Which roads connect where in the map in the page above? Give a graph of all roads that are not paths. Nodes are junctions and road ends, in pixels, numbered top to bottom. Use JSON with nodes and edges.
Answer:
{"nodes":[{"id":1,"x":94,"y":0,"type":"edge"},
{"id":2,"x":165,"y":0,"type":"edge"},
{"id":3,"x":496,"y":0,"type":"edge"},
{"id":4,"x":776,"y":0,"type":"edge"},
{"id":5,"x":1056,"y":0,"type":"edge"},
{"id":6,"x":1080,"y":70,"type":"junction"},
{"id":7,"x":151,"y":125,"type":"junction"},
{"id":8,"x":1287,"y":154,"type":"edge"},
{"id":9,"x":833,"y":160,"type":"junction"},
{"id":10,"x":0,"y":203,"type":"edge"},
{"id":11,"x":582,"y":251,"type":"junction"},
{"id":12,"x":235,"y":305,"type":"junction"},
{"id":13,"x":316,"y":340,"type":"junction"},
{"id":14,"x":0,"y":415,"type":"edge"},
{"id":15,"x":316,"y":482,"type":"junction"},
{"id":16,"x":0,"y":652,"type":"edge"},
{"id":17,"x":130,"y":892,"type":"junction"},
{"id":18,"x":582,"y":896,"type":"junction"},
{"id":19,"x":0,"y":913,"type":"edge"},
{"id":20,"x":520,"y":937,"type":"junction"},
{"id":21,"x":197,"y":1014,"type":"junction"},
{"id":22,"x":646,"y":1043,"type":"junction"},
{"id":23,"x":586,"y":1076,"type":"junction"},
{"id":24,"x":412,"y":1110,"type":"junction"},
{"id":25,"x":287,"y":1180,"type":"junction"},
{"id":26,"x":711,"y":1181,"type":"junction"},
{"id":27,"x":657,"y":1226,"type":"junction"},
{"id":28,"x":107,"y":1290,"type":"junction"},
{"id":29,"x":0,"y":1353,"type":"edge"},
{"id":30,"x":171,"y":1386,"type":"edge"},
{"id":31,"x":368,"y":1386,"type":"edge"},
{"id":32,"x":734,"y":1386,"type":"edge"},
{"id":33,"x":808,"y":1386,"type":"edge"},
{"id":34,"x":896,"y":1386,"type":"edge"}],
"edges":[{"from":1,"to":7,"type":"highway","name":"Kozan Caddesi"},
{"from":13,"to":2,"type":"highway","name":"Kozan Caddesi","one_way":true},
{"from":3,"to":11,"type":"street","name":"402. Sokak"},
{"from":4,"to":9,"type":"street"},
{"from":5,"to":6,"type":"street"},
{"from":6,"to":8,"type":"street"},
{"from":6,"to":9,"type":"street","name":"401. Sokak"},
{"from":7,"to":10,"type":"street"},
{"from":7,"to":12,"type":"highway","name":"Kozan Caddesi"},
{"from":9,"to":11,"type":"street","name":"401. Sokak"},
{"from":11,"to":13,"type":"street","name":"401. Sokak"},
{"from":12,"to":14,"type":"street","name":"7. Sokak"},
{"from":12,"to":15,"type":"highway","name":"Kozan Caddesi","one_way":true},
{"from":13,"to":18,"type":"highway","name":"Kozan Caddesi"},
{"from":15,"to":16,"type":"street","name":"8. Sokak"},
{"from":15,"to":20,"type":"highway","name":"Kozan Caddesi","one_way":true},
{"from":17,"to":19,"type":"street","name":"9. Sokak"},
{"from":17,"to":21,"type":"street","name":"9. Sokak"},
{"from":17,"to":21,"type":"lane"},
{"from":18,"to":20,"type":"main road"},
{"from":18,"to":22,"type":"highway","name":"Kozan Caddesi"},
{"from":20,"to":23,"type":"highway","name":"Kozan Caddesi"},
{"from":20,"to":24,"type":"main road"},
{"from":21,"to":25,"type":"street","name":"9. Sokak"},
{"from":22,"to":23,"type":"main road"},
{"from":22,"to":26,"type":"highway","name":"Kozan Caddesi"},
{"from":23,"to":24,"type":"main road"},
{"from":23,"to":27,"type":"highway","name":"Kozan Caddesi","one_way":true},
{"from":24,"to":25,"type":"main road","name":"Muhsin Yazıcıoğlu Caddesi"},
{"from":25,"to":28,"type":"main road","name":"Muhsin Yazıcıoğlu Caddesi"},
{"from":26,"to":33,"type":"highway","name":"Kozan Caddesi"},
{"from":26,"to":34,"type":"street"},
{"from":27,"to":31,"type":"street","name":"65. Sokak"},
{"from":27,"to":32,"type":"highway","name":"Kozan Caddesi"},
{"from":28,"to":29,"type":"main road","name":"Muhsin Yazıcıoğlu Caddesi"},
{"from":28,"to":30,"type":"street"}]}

══════════

■ **What is being asked**
All lines above in which the word "Yazıcıoğlu" occurs should be identified and copied.

■ **Finished exercise**
{"from":24,"to":25,"type":"main road","name":"Muhsin Yazıcıoğlu Caddesi"},
{"from":25,"to":28,"type":"main road","name":"Muhsin Yazıcıoğlu Caddesi"},
{"from":28,"to":29,"type":"main road","name":"Muhsin Yazıcıoğlu Caddesi"},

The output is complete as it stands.